** Data listing **
================

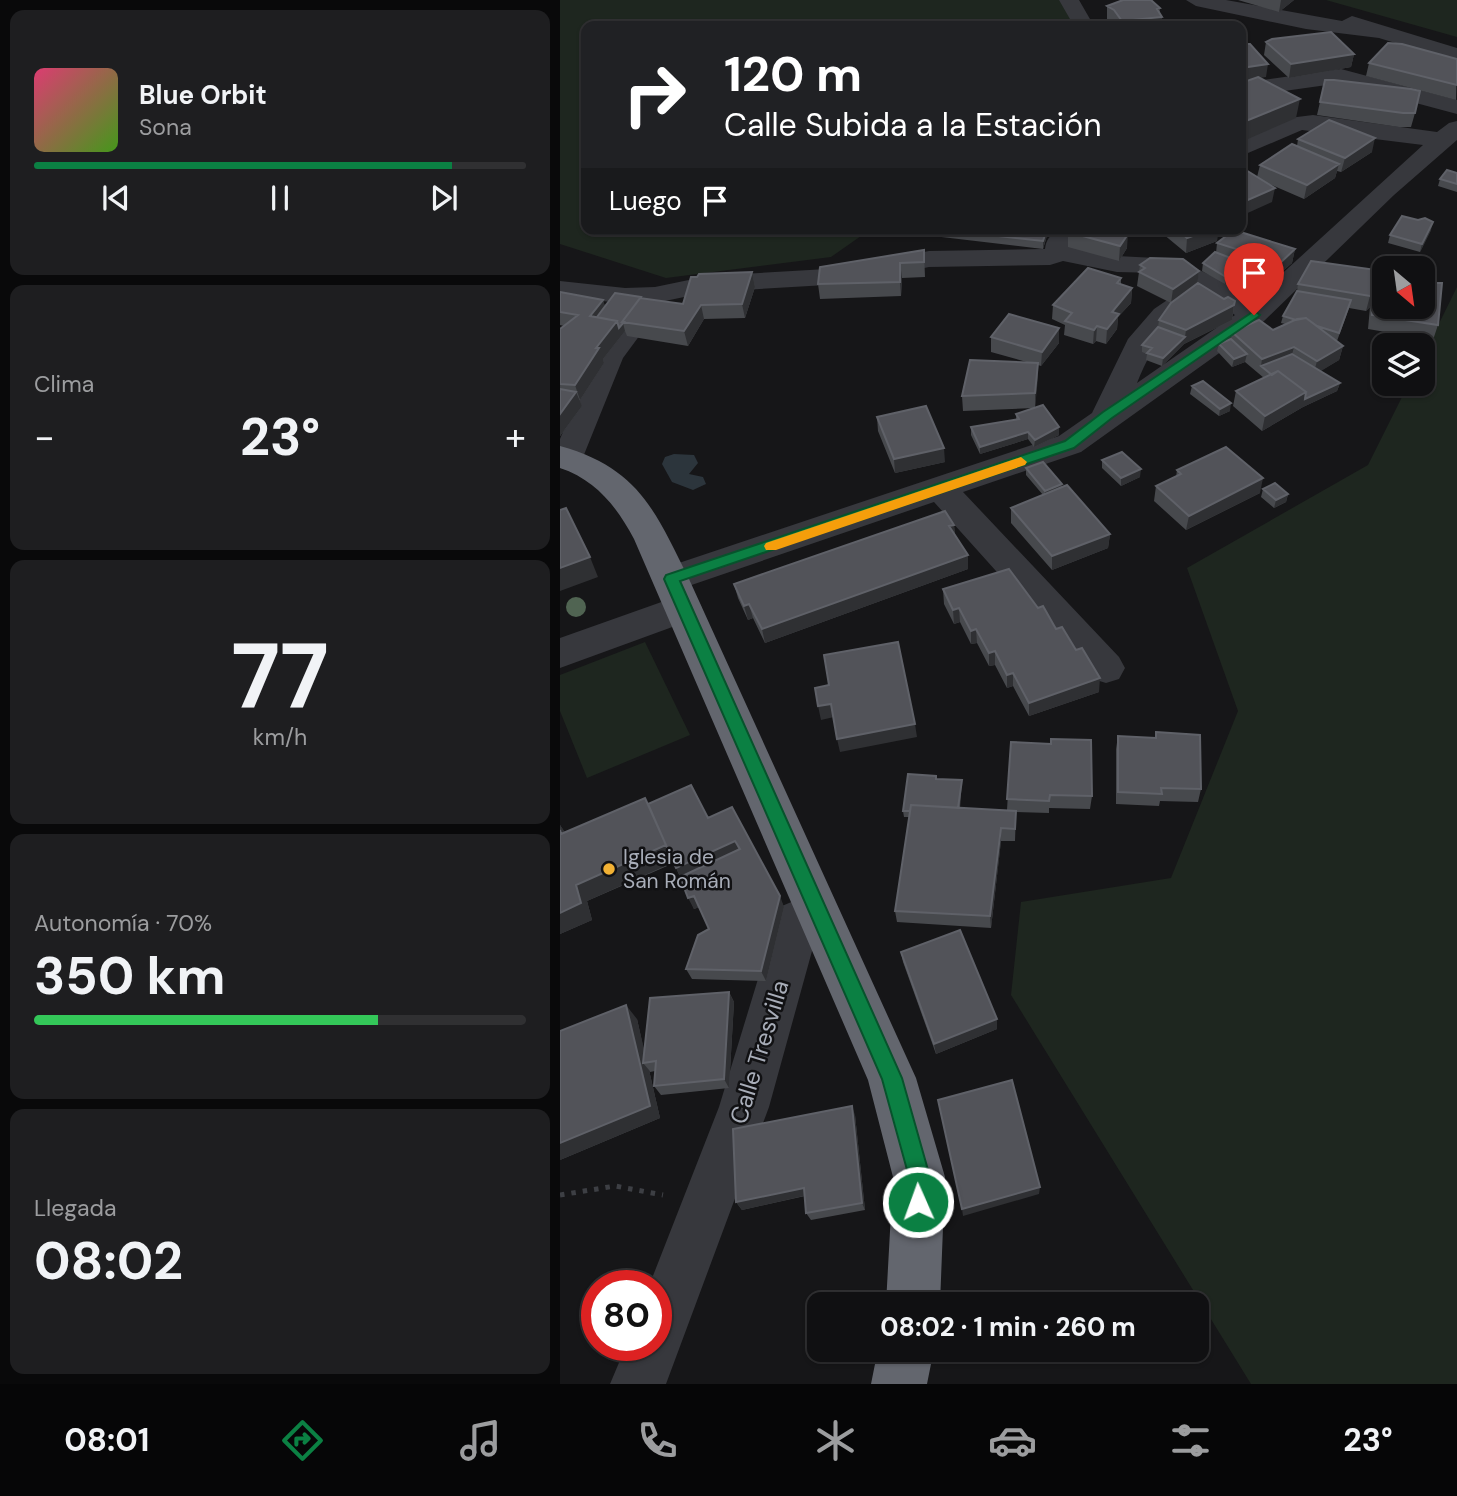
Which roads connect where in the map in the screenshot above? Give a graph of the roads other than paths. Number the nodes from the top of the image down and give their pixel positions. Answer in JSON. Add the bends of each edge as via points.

================

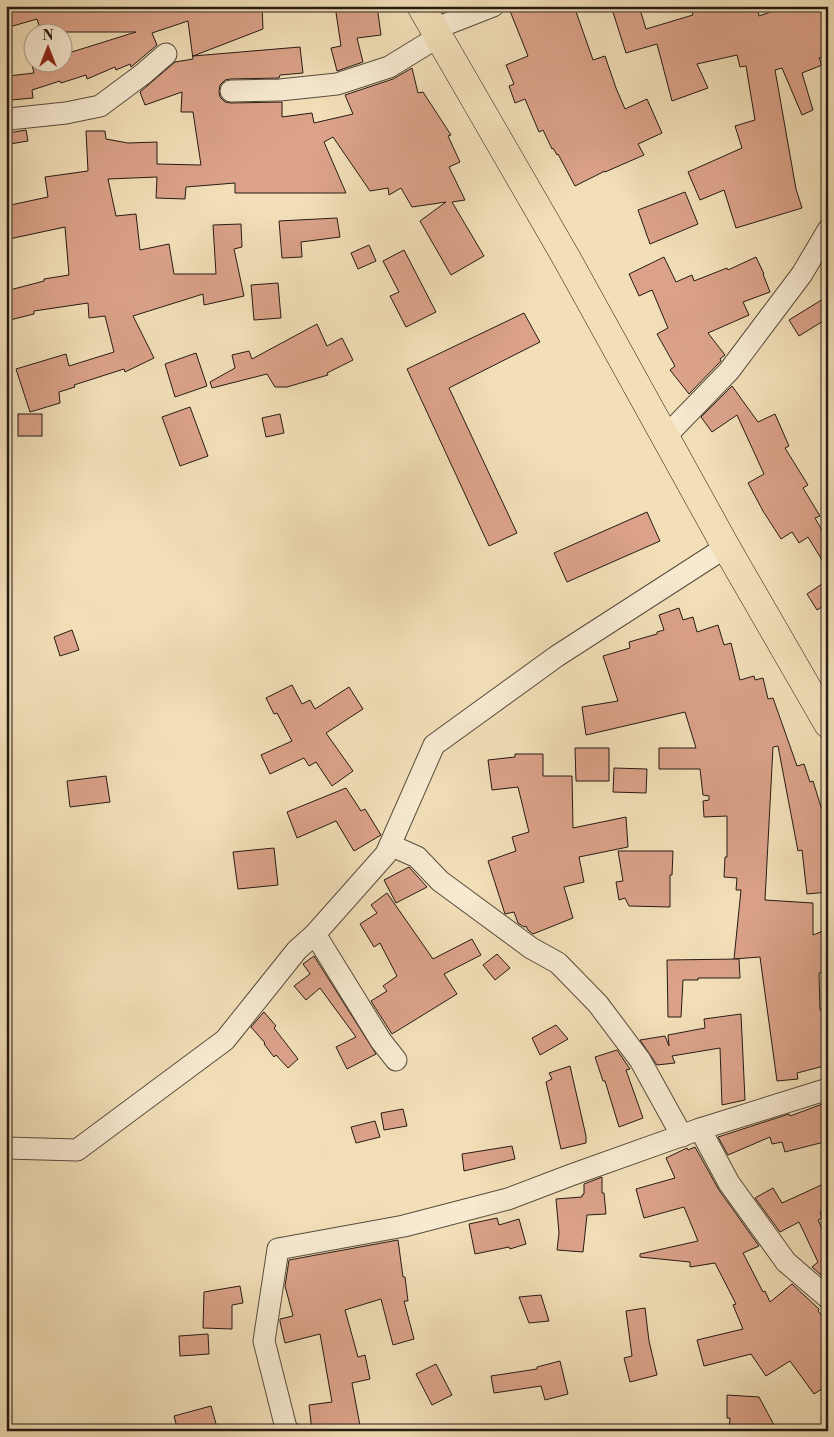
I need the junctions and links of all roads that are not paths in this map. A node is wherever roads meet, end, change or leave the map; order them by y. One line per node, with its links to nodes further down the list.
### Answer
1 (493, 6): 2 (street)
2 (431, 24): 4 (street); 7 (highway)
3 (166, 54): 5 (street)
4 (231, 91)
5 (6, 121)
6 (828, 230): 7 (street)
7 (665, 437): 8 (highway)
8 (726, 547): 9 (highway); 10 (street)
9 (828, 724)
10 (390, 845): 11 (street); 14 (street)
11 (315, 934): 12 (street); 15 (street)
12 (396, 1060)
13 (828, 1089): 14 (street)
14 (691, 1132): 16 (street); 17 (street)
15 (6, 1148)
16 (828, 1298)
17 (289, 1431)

================

** Exercise details **
Count every line of the records that includes "nodes", and give that number with no other words.

** Exercise response **
2